Mustafa Bursa’ya defnedilirken halk ağlamaktan bitap düşmüş; öyle ağır gelmiş insanlara, çünkü ölümü haksız bir ölümmüş! Şehzade Mustafa ki düşmana baktığında kalbi durur, dosta güldüğünde çare olurmuş. Öyle mert bir yiğitmiş… Mahidevran hatun şu cihana bir yiğit doğurmuş, gelin görün ki yiğidin vadesi daha doğarken dolmuş! Şehzade Mustafa: Sultan Süleyman’ın en büyük oğluydu. Hünkâr olmaya en yakın ve en layık varis de oydu. Sultan’ın diğer bütün evlatları: Şehzade Mehmet, Cihangir, Beyazid, Selim hep Hürrem Hatun’dan olma idi. Kadere bakın ki Hürrem Hatun koca dünyaya sığdırmadı Şehzade Mustafa gibi yiğidi. Belki korktu, hünkâr olursa oğullarıma kıyar diye, belki de kalbinde korkudan hiç eser yoktu, en doğrusunu Allah bilir. Amma şu var ki Damadı Rüstem ile bir olup Mustafa’yı Sultan Süleyman’ın gözünden düşürmeyi bildiler!
Şehzade Mustafa yeniçerinin karşısına çıkınca asker canını verecek gibi olur, halkın arasına karıştığı vakit ahali etrafında pervane gibi dönermiş. Kardeşleriyle buluşunca o şehzade Cihangir, Mehmet eriyip gidermiş, öyle severlermiş birbirlerini! Sultan Yavuz Selim’i gören büyükler Şehzade Mustafa’nın ona ne kadar benzediğini hemen ilk bakışta söylermiş.

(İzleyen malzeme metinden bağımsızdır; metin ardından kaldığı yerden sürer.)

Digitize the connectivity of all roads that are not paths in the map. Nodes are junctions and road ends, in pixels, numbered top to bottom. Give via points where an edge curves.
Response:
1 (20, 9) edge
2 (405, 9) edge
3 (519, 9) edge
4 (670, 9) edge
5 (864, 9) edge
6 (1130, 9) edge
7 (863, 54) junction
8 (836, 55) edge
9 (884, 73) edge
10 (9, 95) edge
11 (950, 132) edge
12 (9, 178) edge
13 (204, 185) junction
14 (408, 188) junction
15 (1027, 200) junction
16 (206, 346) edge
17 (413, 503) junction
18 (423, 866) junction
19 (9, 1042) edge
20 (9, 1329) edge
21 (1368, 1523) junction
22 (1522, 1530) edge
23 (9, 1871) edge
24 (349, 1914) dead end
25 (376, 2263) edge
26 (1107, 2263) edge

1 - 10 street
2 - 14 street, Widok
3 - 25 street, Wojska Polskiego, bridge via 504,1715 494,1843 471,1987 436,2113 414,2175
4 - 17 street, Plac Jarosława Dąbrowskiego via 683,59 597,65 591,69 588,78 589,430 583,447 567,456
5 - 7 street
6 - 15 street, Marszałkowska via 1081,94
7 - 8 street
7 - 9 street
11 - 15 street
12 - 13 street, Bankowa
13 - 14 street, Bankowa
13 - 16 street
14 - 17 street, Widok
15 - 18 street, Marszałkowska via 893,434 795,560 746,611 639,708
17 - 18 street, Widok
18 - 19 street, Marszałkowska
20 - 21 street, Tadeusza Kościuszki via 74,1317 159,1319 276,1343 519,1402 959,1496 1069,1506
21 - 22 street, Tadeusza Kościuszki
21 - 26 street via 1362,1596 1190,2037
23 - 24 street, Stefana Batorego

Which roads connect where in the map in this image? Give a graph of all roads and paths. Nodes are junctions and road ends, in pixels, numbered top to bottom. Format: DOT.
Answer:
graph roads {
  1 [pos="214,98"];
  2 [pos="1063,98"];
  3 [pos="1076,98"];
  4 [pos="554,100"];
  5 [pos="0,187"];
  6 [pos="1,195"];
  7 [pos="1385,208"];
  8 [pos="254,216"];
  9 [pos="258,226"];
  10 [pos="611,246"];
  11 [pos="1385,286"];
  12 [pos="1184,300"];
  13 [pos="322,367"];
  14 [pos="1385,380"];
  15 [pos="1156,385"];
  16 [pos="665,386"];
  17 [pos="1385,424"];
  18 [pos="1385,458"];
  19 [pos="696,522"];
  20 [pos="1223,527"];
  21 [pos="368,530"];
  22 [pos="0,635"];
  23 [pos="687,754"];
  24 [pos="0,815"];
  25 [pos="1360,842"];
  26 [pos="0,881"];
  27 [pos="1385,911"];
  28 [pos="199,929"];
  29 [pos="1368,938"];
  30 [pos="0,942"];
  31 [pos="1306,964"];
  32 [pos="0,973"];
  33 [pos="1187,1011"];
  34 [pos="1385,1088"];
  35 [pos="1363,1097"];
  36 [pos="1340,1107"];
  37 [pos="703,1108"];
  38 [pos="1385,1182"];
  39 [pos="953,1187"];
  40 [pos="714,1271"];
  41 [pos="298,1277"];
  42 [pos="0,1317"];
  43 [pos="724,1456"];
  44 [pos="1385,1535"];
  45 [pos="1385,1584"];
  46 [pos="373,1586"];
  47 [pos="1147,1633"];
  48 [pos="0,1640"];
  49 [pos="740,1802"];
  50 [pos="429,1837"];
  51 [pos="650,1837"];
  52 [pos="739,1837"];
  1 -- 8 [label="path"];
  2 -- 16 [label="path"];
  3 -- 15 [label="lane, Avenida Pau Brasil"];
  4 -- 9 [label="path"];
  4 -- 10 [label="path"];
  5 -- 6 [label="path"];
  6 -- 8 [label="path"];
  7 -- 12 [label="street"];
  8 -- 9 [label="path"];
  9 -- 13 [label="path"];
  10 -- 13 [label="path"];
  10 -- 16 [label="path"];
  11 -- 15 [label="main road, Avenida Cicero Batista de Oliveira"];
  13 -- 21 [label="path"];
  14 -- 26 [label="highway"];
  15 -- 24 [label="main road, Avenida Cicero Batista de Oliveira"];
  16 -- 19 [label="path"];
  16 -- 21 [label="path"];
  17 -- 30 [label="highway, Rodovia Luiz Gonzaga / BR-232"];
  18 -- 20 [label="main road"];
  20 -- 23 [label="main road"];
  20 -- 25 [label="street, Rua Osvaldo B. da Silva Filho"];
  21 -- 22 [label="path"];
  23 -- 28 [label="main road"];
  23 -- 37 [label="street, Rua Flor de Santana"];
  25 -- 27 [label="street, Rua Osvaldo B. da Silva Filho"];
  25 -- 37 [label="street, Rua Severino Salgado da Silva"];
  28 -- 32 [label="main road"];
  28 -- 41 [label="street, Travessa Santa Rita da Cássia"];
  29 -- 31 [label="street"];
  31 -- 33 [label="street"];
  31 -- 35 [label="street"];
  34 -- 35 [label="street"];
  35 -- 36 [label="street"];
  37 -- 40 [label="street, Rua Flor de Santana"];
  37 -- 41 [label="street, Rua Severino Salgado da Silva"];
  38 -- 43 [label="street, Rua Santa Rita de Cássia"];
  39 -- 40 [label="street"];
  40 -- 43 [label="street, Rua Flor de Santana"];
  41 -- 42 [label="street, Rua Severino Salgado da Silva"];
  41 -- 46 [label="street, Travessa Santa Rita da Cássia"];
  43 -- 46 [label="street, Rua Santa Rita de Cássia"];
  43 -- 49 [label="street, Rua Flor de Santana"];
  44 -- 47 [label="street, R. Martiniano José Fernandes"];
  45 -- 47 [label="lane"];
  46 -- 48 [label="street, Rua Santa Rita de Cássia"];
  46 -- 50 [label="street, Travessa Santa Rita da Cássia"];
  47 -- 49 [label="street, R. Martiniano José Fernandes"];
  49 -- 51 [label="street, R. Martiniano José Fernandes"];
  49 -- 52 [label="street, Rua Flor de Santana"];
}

Mustafa’nın başında kara bulutların dönmesi Şehzade Mehmet’in ölümüyle başlamış aslında. Mehmet gencecik yaşta eceliyle vefat edince Hürrem Hatun ile damadı Rüstem Paşa, Mustafa’nın taht yolunu kesmek için kanlı bir işe girişmişler. Güya Mustafa dermiş ki, babam ihtiyarladı, gazaya dahi çıkmaz oldu, taht gayrı bana yaraşır! Süleyman Han ilk vakitler bu dedikoduya kulak tıkamayı bilmiş. ‘Mustafa öyle iş yapmaz’ demiş.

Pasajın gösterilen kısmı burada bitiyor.